◆ Stored data entries:
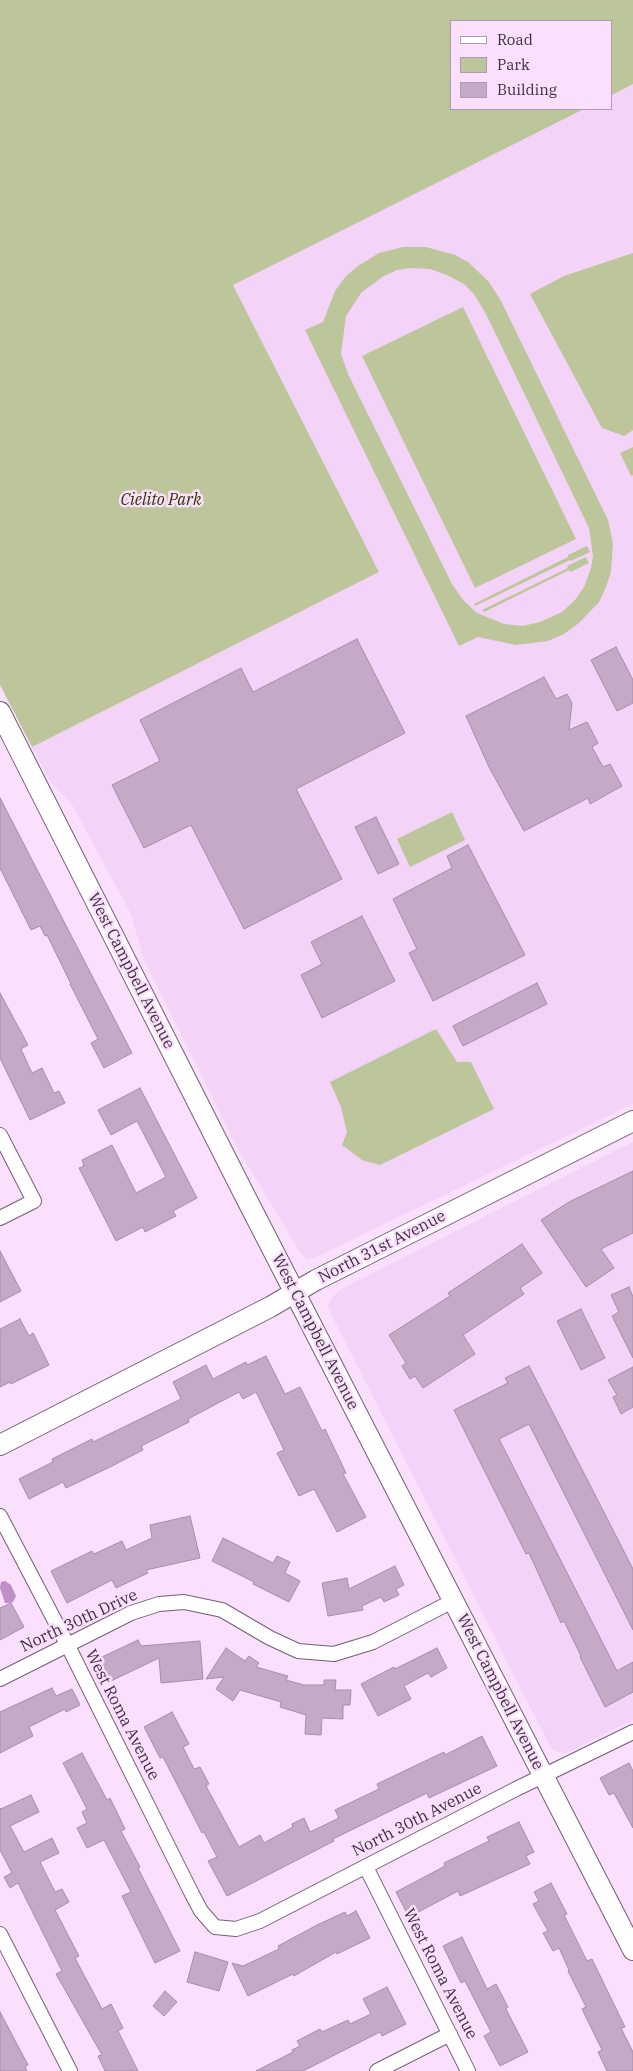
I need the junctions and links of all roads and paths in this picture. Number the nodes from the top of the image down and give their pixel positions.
1 (0, 712) edge
2 (633, 1120) edge
3 (0, 1135) edge
4 (0, 1218) edge
5 (295, 1292) junction
6 (0, 1445) edge
7 (0, 1516) edge
8 (453, 1601) junction
9 (67, 1644) junction
10 (0, 1679) edge
11 (633, 1732) edge
12 (542, 1776) junction
13 (366, 1867) junction
14 (215, 1926) joint
15 (0, 1934) edge
16 (632, 1946) edge
17 (450, 2034) junction
18 (70, 2071) edge
19 (377, 2071) edge
20 (468, 2071) edge

1 - 5 street, West Campbell Avenue
2 - 5 street, North 31st Avenue
3 - 4 street
5 - 6 street, North 31st Avenue
5 - 8 street, West Campbell Avenue
7 - 9 street, West Roma Avenue
8 - 9 street, North 30th Drive
8 - 12 street, West Campbell Avenue
9 - 10 street, North 30th Drive
9 - 14 street, West Roma Avenue
11 - 12 street, North 30th Avenue
12 - 13 street, North 30th Avenue
12 - 16 street, West Campbell Avenue
13 - 14 street, North 30th Avenue
13 - 17 street, West Roma Avenue
15 - 18 street
17 - 19 street
17 - 20 street, West Roma Avenue

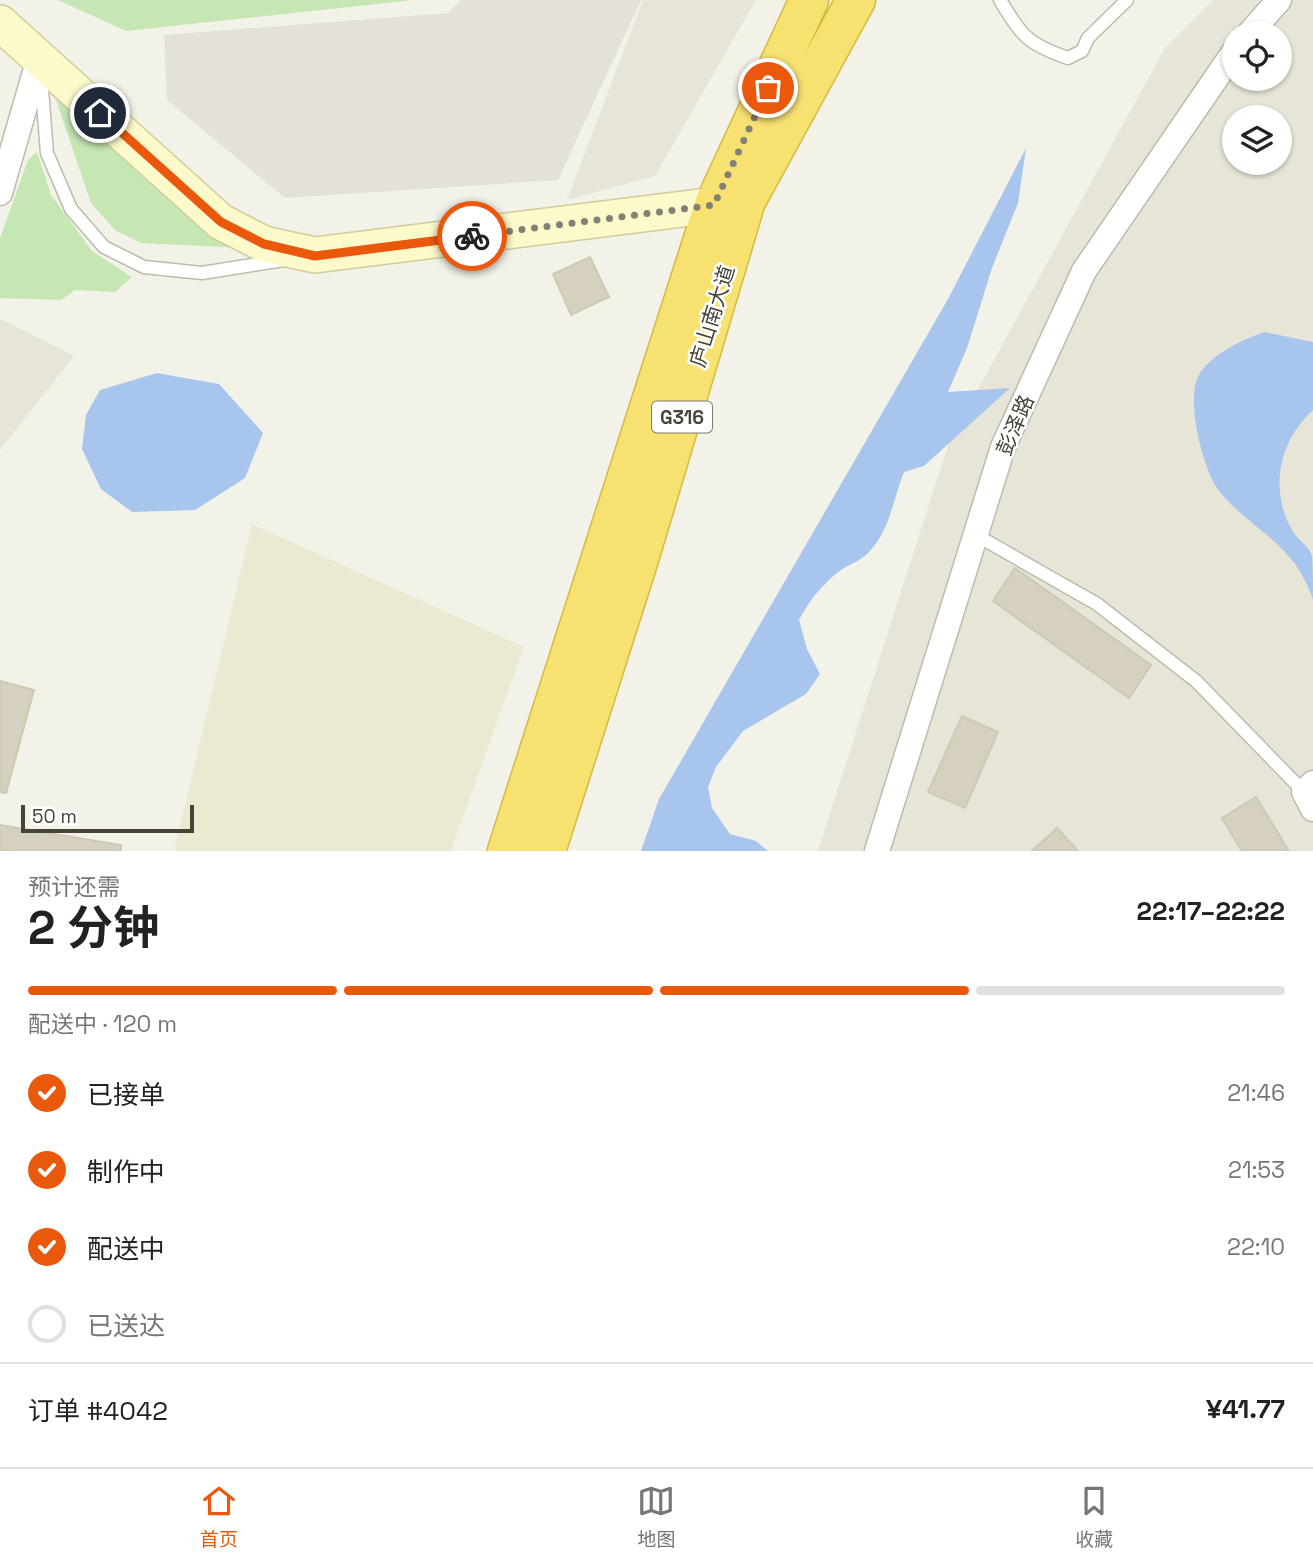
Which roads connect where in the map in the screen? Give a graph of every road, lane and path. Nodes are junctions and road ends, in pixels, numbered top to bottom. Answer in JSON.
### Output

◆ INSTRUCTIONS TO FOLLOW: Print exactly, and only, the lines from the line that contains "Which roads connect" through the last line of the records.

◆ YOUR RESPONSE:
Which roads connect where in the map in the screen? Give a graph of every road, lane and path. Nodes are junctions and road ends, in pixels, numbered top to bottom. Answer in JSON.
### Output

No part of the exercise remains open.